Soon, les armées romaine et macédonienne avaient campé le long de la rivière Aous, et Villius fut remplacé par le patricien Titus Flaminius, un célèbre philhellène. Flaminius partit pour la Grèce avec 3 000 soldats vétérans et releva Villius de son commandement avant d’envoyer un émissaire pour négocier avec Philippe. Philippe tente d’amener Flaminius à un compromis, mais Flaminius proclame que sa mission est de libérer tous les états grecs, et il exige que Philippe renonce à la Thessalie. Il exigea que Philippe renonce à la Thessalie, ce qui le poussa à rompre les négociations et à se préparer à la bataille. La bataille de l’Aous qui s’ensuivit fut une victoire romaine, et les alliés grecs de Macédoine perdirent ainsi confiance en Philippe V. Alors que le roi rentrait en Macédoine avec son armée ensanglantée, de nombreuses puissances hésitantes se déclaraient pour les Romains ou restaient neutres, y compris la Ligue achéenne, le plus puissant allié de Macédoine.
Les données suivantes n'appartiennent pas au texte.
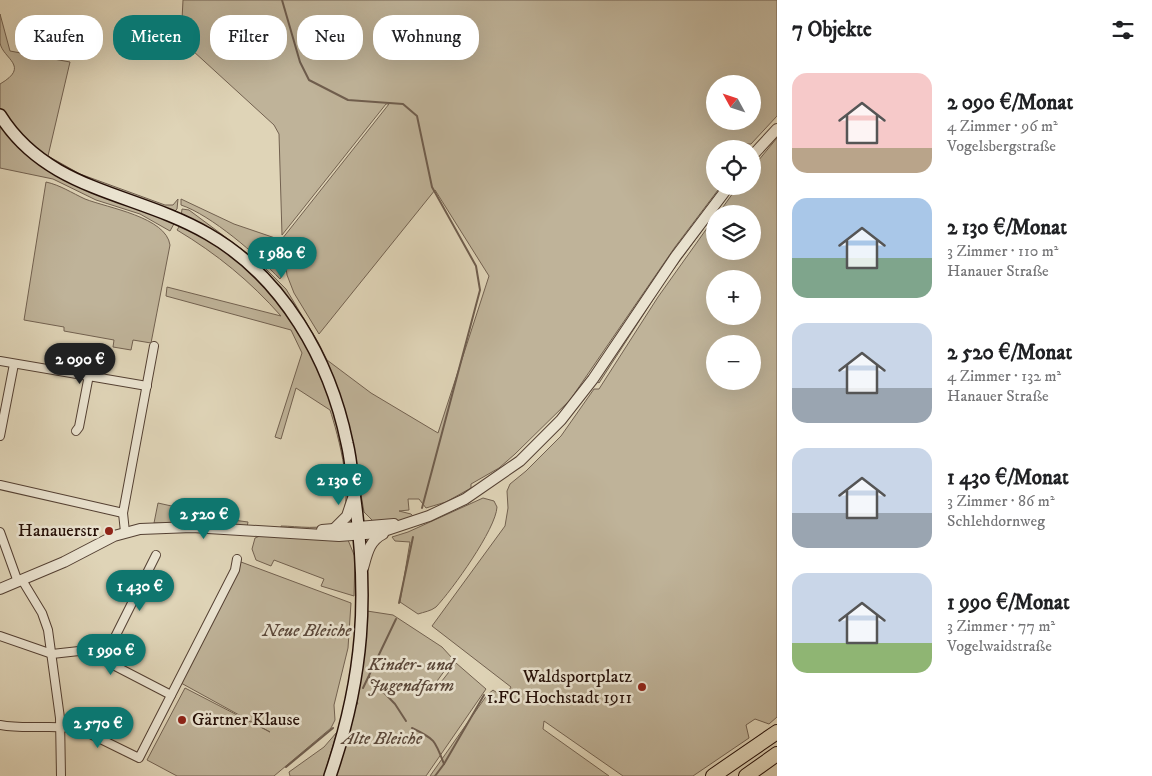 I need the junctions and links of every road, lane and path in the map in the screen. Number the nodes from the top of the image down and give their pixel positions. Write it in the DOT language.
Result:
graph roads {
  1 [pos="0,115"];
  2 [pos="777,129"];
  3 [pos="761,146"];
  4 [pos="722,195"];
  5 [pos="154,346"];
  6 [pos="0,361"];
  7 [pos="14,364"];
  8 [pos="89,375"];
  9 [pos="147,386"];
  10 [pos="76,431"];
  11 [pos="0,436"];
  12 [pos="0,485"];
  13 [pos="354,490"];
  14 [pos="123,513"];
  15 [pos="407,523"];
  16 [pos="335,528"];
  17 [pos="390,530"];
  18 [pos="360,531"];
  19 [pos="0,532"];
  20 [pos="125,532"];
  21 [pos="303,533"];
  22 [pos="156,555"];
  23 [pos="236,559"];
  24 [pos="363,568"];
  25 [pos="20,581"];
  26 [pos="0,589"];
  27 [pos="0,636"];
  28 [pos="52,654"];
  29 [pos="104,660"];
  30 [pos="171,695"];
  31 [pos="0,725"];
  32 [pos="60,727"];
  33 [pos="777,732"];
  34 [pos="777,754"];
  35 [pos="61,776"];
  36 [pos="330,776"];
  37 [pos="714,776"];
  38 [pos="746,776"];
  1 -- 13 [label="main road"];
  2 -- 3 [label="street"];
  4 -- 15 [label="street"];
  5 -- 9 [label="street"];
  6 -- 7 [label="street"];
  7 -- 8 [label="street"];
  7 -- 11 [label="street"];
  8 -- 9 [label="street"];
  8 -- 10 [label="street"];
  9 -- 14 [label="street"];
  12 -- 14 [label="street"];
  13 -- 16 [label="street"];
  13 -- 18 [label="main road"];
  14 -- 20 [label="street"];
  15 -- 17 [label="street"];
  15 -- 18 [label="street"];
  16 -- 18 [label="street"];
  16 -- 21 [label="street"];
  17 -- 18 [label="street"];
  17 -- 24 [label="street"];
  18 -- 21 [label="street"];
  18 -- 24 [label="main road"];
  19 -- 25 [label="street"];
  20 -- 21 [label="street"];
  20 -- 25 [label="street"];
  22 -- 29 [label="street"];
  23 -- 30 [label="street"];
  24 -- 36 [label="main road"];
  25 -- 26 [label="street"];
  25 -- 28 [label="street"];
  27 -- 28 [label="street"];
  28 -- 29 [label="street"];
  28 -- 32 [label="street"];
  29 -- 30 [label="street"];
  30 -- 32 [label="street"];
  31 -- 32 [label="street"];
  32 -- 35 [label="street"];
  33 -- 37 [label="highway"];
  34 -- 38 [label="highway"];
}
La campagne qui suivit se transforma en une impasse indécise, et Flaminius fut bloqué par un siège à Atrax avant de se retirer pour l’hiver. Pendant ce temps, Philippe recruta des jeunes et des vieux dans l’armée, se préparant à une bataille décisive. Le commandement de Flaminius fut prolongé et, en 197 av. J.-C., les Romains marchèrent au nord de la Béotie pour attaquer l’armée de Philippe qui se retirait, lors de la bataille de Cynoscéphalie. Les légionnaires romains profitent du terrain accidenté pour déborder les inflexibles phalanges, les massacrant de tous côtés après une bataille acharnée. Des conditions de paix humiliantes furent imposées à Philippe à Tempe ; il dut évacuer toute la Grèce, y compris la Thessalie, et renoncer à toutes ses conquêtes en Asie Mineure et en Thrace. Il paya une importante indemnité de guerre, détruisit sa marine, envoya son fils Démétrius à Rome comme otage et, plus humiliant encore, devint une marionnette de Rome.